Which lines of the data hold the word "Court"? Copy all of them.

Extracted material section start

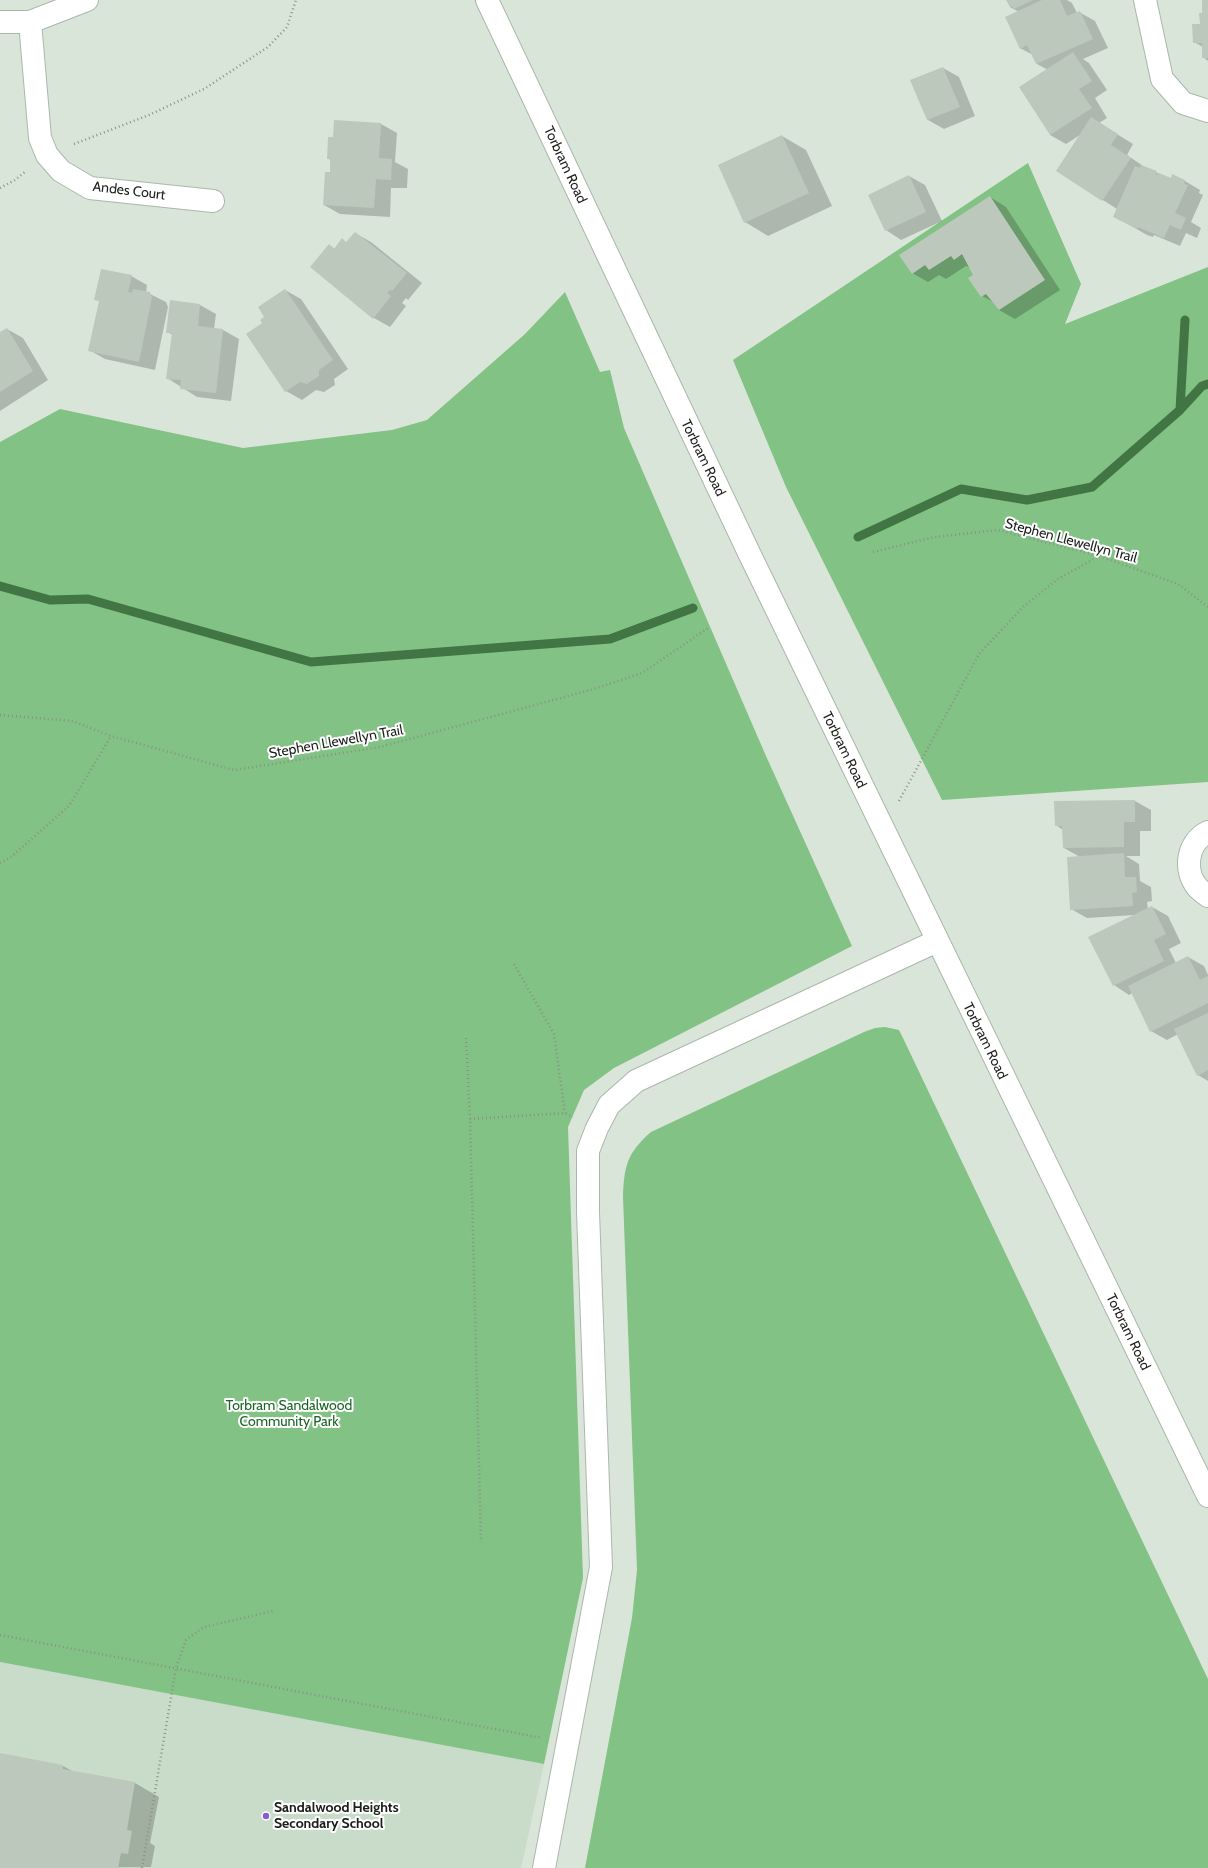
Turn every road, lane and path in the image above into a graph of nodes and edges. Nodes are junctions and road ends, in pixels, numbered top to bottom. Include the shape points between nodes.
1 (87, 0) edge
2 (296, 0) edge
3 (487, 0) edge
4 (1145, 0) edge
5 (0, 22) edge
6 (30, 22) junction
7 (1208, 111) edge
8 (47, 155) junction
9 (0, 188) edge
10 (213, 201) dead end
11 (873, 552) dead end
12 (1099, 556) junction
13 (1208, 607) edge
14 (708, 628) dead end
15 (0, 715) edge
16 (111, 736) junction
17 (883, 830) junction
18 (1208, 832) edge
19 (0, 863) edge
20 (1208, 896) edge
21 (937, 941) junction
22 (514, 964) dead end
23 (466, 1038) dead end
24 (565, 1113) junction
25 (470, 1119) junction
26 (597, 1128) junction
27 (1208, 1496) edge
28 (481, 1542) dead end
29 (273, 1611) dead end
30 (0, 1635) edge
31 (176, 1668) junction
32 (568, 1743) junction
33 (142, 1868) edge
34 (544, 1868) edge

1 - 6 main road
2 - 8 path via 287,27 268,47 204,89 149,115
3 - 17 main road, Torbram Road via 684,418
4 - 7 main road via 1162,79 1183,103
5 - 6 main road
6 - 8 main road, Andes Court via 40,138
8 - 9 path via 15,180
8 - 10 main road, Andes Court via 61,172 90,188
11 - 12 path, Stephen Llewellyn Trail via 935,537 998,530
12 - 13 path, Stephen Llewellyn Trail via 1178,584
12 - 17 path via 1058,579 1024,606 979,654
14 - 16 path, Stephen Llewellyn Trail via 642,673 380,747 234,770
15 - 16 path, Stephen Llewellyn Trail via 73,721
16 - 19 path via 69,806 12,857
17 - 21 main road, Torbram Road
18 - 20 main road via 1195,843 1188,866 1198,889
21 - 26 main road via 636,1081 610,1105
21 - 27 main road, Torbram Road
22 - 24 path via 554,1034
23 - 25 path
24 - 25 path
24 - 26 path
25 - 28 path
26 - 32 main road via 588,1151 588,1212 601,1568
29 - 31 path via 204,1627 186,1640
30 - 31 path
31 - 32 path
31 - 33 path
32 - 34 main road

Extracted material section end

:: Result ::
6 - 8 main road, Andes Court via 40,138
8 - 10 main road, Andes Court via 61,172 90,188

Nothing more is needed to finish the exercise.